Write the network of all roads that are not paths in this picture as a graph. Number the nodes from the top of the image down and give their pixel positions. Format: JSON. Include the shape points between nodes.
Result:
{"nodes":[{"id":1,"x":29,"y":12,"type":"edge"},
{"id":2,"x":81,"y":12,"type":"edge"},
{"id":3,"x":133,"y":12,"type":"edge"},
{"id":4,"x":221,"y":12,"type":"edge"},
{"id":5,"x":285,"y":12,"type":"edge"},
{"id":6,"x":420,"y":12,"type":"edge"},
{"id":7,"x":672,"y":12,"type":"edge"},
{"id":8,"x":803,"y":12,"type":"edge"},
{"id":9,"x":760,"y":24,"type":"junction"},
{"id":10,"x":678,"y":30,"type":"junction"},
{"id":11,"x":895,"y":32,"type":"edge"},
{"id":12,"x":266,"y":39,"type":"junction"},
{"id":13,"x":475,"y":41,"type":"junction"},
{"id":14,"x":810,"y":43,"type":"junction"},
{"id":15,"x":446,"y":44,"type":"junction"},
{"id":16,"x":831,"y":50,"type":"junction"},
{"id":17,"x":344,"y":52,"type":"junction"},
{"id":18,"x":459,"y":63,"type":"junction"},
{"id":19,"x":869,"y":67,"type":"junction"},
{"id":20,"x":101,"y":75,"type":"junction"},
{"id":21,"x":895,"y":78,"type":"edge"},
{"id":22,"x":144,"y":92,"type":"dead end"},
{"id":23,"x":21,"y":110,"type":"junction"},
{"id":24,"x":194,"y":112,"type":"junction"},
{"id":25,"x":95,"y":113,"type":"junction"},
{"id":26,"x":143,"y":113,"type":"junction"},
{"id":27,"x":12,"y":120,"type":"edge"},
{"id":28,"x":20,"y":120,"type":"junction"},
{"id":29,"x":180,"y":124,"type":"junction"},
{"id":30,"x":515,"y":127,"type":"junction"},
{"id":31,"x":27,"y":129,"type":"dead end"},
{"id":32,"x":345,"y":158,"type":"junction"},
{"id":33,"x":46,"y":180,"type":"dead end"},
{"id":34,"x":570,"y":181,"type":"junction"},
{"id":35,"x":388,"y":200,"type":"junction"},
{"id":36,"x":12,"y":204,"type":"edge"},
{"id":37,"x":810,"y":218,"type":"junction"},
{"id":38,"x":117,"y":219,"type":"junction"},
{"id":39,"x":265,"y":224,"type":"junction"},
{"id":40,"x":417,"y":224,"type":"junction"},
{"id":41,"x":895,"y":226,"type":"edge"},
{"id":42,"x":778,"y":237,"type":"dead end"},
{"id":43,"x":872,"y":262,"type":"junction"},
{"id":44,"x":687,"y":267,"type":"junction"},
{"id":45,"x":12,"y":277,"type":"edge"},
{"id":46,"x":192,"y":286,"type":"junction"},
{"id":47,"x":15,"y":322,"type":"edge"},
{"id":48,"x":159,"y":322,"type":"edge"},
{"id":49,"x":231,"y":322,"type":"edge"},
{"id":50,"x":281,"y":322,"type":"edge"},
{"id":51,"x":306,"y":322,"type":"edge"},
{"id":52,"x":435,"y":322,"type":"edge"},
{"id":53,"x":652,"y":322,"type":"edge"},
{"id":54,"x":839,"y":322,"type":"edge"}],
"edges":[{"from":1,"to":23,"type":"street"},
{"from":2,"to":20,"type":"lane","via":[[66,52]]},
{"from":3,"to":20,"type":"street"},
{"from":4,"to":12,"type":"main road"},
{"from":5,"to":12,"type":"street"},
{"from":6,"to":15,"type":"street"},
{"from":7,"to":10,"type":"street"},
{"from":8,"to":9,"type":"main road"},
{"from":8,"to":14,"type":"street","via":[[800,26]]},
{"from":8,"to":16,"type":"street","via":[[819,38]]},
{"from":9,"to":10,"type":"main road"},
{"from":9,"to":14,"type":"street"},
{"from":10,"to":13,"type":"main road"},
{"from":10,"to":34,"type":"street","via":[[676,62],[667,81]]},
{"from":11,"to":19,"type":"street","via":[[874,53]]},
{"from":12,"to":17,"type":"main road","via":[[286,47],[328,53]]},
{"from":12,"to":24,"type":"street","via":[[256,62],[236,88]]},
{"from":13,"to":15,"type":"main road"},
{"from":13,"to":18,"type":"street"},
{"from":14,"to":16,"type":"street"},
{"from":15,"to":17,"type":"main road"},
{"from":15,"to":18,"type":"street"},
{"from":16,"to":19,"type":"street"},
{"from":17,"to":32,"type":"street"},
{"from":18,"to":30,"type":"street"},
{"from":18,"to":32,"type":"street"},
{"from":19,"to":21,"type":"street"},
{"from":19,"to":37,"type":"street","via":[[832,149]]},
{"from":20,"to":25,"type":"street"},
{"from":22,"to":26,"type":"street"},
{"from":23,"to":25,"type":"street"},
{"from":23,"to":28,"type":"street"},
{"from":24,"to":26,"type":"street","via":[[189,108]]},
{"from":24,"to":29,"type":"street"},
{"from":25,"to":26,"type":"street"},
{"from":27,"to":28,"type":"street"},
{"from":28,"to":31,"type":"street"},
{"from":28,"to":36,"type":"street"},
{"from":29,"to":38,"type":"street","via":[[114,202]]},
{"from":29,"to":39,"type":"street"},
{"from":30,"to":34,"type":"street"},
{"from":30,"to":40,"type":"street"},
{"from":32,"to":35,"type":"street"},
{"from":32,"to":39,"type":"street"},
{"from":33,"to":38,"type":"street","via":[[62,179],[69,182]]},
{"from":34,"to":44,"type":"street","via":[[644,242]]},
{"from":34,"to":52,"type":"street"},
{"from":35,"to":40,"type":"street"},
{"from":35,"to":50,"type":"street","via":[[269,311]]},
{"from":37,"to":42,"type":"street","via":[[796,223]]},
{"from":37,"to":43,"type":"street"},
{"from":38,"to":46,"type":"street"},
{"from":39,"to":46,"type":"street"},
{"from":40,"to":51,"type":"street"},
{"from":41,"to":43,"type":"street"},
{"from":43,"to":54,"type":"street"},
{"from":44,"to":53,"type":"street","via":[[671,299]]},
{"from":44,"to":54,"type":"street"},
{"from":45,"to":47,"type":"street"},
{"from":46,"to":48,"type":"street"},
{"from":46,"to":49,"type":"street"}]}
******************************
PROBLEM STATEMENT – Copy the whole listing, word for word.

WRITTEN SOLUTION –
Write the network of all roads that are not paths in this picture as a graph. Number the nodes from the top of the image down and give their pixel positions. Format: JSON. Include the shape points between nodes.
Result:
{"nodes":[{"id":1,"x":29,"y":12,"type":"edge"},
{"id":2,"x":81,"y":12,"type":"edge"},
{"id":3,"x":133,"y":12,"type":"edge"},
{"id":4,"x":221,"y":12,"type":"edge"},
{"id":5,"x":285,"y":12,"type":"edge"},
{"id":6,"x":420,"y":12,"type":"edge"},
{"id":7,"x":672,"y":12,"type":"edge"},
{"id":8,"x":803,"y":12,"type":"edge"},
{"id":9,"x":760,"y":24,"type":"junction"},
{"id":10,"x":678,"y":30,"type":"junction"},
{"id":11,"x":895,"y":32,"type":"edge"},
{"id":12,"x":266,"y":39,"type":"junction"},
{"id":13,"x":475,"y":41,"type":"junction"},
{"id":14,"x":810,"y":43,"type":"junction"},
{"id":15,"x":446,"y":44,"type":"junction"},
{"id":16,"x":831,"y":50,"type":"junction"},
{"id":17,"x":344,"y":52,"type":"junction"},
{"id":18,"x":459,"y":63,"type":"junction"},
{"id":19,"x":869,"y":67,"type":"junction"},
{"id":20,"x":101,"y":75,"type":"junction"},
{"id":21,"x":895,"y":78,"type":"edge"},
{"id":22,"x":144,"y":92,"type":"dead end"},
{"id":23,"x":21,"y":110,"type":"junction"},
{"id":24,"x":194,"y":112,"type":"junction"},
{"id":25,"x":95,"y":113,"type":"junction"},
{"id":26,"x":143,"y":113,"type":"junction"},
{"id":27,"x":12,"y":120,"type":"edge"},
{"id":28,"x":20,"y":120,"type":"junction"},
{"id":29,"x":180,"y":124,"type":"junction"},
{"id":30,"x":515,"y":127,"type":"junction"},
{"id":31,"x":27,"y":129,"type":"dead end"},
{"id":32,"x":345,"y":158,"type":"junction"},
{"id":33,"x":46,"y":180,"type":"dead end"},
{"id":34,"x":570,"y":181,"type":"junction"},
{"id":35,"x":388,"y":200,"type":"junction"},
{"id":36,"x":12,"y":204,"type":"edge"},
{"id":37,"x":810,"y":218,"type":"junction"},
{"id":38,"x":117,"y":219,"type":"junction"},
{"id":39,"x":265,"y":224,"type":"junction"},
{"id":40,"x":417,"y":224,"type":"junction"},
{"id":41,"x":895,"y":226,"type":"edge"},
{"id":42,"x":778,"y":237,"type":"dead end"},
{"id":43,"x":872,"y":262,"type":"junction"},
{"id":44,"x":687,"y":267,"type":"junction"},
{"id":45,"x":12,"y":277,"type":"edge"},
{"id":46,"x":192,"y":286,"type":"junction"},
{"id":47,"x":15,"y":322,"type":"edge"},
{"id":48,"x":159,"y":322,"type":"edge"},
{"id":49,"x":231,"y":322,"type":"edge"},
{"id":50,"x":281,"y":322,"type":"edge"},
{"id":51,"x":306,"y":322,"type":"edge"},
{"id":52,"x":435,"y":322,"type":"edge"},
{"id":53,"x":652,"y":322,"type":"edge"},
{"id":54,"x":839,"y":322,"type":"edge"}],
"edges":[{"from":1,"to":23,"type":"street"},
{"from":2,"to":20,"type":"lane","via":[[66,52]]},
{"from":3,"to":20,"type":"street"},
{"from":4,"to":12,"type":"main road"},
{"from":5,"to":12,"type":"street"},
{"from":6,"to":15,"type":"street"},
{"from":7,"to":10,"type":"street"},
{"from":8,"to":9,"type":"main road"},
{"from":8,"to":14,"type":"street","via":[[800,26]]},
{"from":8,"to":16,"type":"street","via":[[819,38]]},
{"from":9,"to":10,"type":"main road"},
{"from":9,"to":14,"type":"street"},
{"from":10,"to":13,"type":"main road"},
{"from":10,"to":34,"type":"street","via":[[676,62],[667,81]]},
{"from":11,"to":19,"type":"street","via":[[874,53]]},
{"from":12,"to":17,"type":"main road","via":[[286,47],[328,53]]},
{"from":12,"to":24,"type":"street","via":[[256,62],[236,88]]},
{"from":13,"to":15,"type":"main road"},
{"from":13,"to":18,"type":"street"},
{"from":14,"to":16,"type":"street"},
{"from":15,"to":17,"type":"main road"},
{"from":15,"to":18,"type":"street"},
{"from":16,"to":19,"type":"street"},
{"from":17,"to":32,"type":"street"},
{"from":18,"to":30,"type":"street"},
{"from":18,"to":32,"type":"street"},
{"from":19,"to":21,"type":"street"},
{"from":19,"to":37,"type":"street","via":[[832,149]]},
{"from":20,"to":25,"type":"street"},
{"from":22,"to":26,"type":"street"},
{"from":23,"to":25,"type":"street"},
{"from":23,"to":28,"type":"street"},
{"from":24,"to":26,"type":"street","via":[[189,108]]},
{"from":24,"to":29,"type":"street"},
{"from":25,"to":26,"type":"street"},
{"from":27,"to":28,"type":"street"},
{"from":28,"to":31,"type":"street"},
{"from":28,"to":36,"type":"street"},
{"from":29,"to":38,"type":"street","via":[[114,202]]},
{"from":29,"to":39,"type":"street"},
{"from":30,"to":34,"type":"street"},
{"from":30,"to":40,"type":"street"},
{"from":32,"to":35,"type":"street"},
{"from":32,"to":39,"type":"street"},
{"from":33,"to":38,"type":"street","via":[[62,179],[69,182]]},
{"from":34,"to":44,"type":"street","via":[[644,242]]},
{"from":34,"to":52,"type":"street"},
{"from":35,"to":40,"type":"street"},
{"from":35,"to":50,"type":"street","via":[[269,311]]},
{"from":37,"to":42,"type":"street","via":[[796,223]]},
{"from":37,"to":43,"type":"street"},
{"from":38,"to":46,"type":"street"},
{"from":39,"to":46,"type":"street"},
{"from":40,"to":51,"type":"street"},
{"from":41,"to":43,"type":"street"},
{"from":43,"to":54,"type":"street"},
{"from":44,"to":53,"type":"street","via":[[671,299]]},
{"from":44,"to":54,"type":"street"},
{"from":45,"to":47,"type":"street"},
{"from":46,"to":48,"type":"street"},
{"from":46,"to":49,"type":"street"}]}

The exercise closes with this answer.